On 07/11/2025 17:33, Heikki Linnakangas wrote:
> Scenario 1: In the buggy scenario, oldestMulti is 1 and nextMulti is 0.
> We should take the "there are NO MultiXacts" codepath in that case,
> because we skip over 0 when assigning multixids. Instead, we call
> find_multixact_start with oldestMulti==1, which returns false because
> multixid 1 hasn't been assigned and the SLRU segment doesn't exist yet.
> There's a similar bug in SetOffsetVacuumLimit().
>
> Scenario 2: In scenario 1 we just fail to truncate the SLRUs and you get
> the log message.

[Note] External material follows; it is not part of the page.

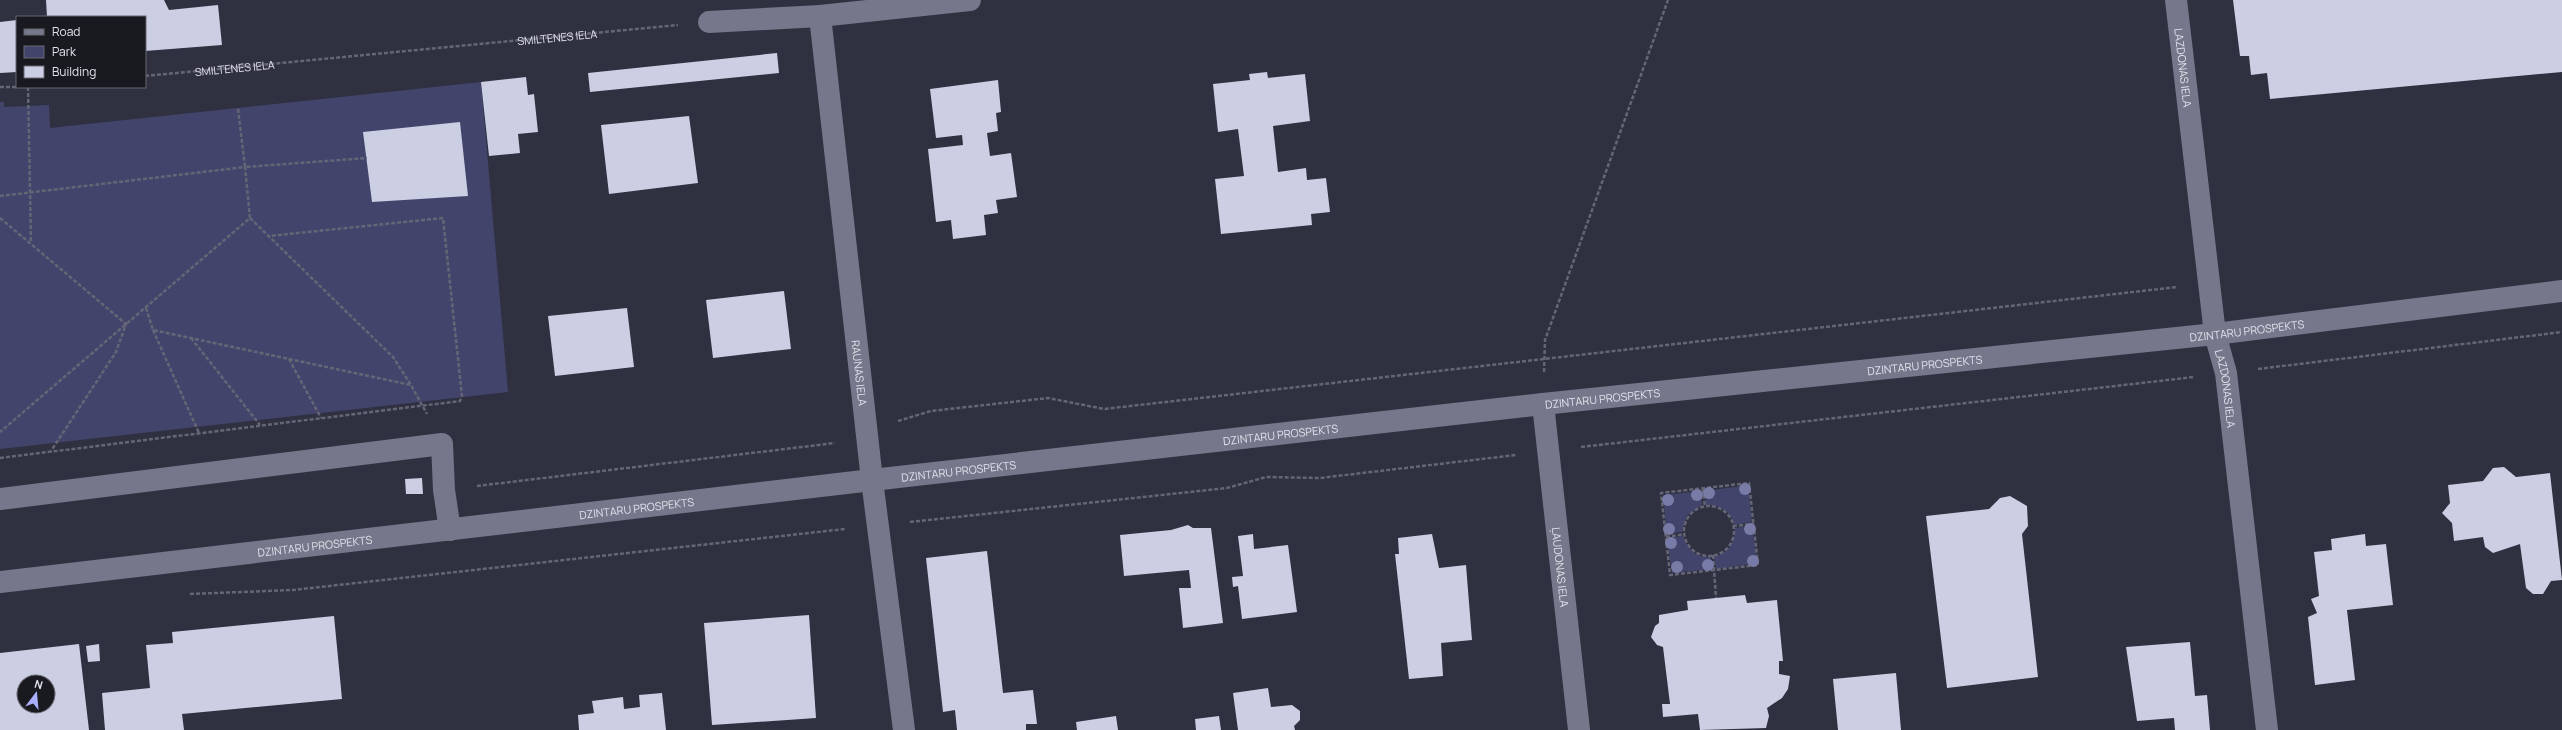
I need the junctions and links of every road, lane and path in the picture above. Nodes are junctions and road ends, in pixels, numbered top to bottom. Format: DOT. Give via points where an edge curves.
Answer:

But I think there might be more serious variants of
> this. If the SLRU segment exists but the offset for multixid 1 hasn't
> been set yet, find_multixact_start() will return 0 instead, and we will
> proceed with the truncation based on incorrect oldestOffset==0 value,
> possibly removing SLRU segments that are still needed.
>
> Attached is a fix for scenarios 1 and 2, and a test case for scenario 1.
These scenarios were incidentally fixed by commit 789d65364c "Set next
multixid's offset when creating a new multixid". (On master, commit
87a350e1f2 "Never store 0 as the nextMXact" would also have fixed it,
but 789d65364c was committed first.)
> Scenario 3: I also noticed that the above code isn't prepared for the
> race condition that the offset corresponding to 'oldestMulti' hasn't
> been stored in the SLRU yet, even without wraparound. That could
> theoretically happen if the backend executing
> MultiXactIdCreateFromMembers() gets stuck for a long time between the
> calls to GetNewMultiXactId() and RecordNewMultiXact(), but I think we're
> saved by the fact that we only create new multixids while holding a lock
> on a heap page, and a system-wide VACUUM FREEZE that would advance
> oldestMulti would need to lock the heap page too. It's scary though,
> because it could also lead to truncating away members SLRU segments that
> are still needed. The attached patch does *not* address this scenario.
I believe this is still a potential issue, although I'm still not sure
if it's possible to hit in practice. I see two avenues:
1. A long delay between GetNewMultiXactId() and RecordNewMultiXact(), as
I suggested above.
2. A crash between GetNewMultiXactId() and RecordNewMultiXact(), which
leaves behind an multixid with 0 offset.
I'm not sure if TruncateMultiXact() can be called with such an invalid
multixid. It cannot appear anywhere in the heap, so perhaps VACUUM will
never pick it as the oldest multixid. But I can't rule it out either. In
any case, we should put a safeguard in TruncateMultiXact() for this. The
consequences are bad, and it's easy to check for.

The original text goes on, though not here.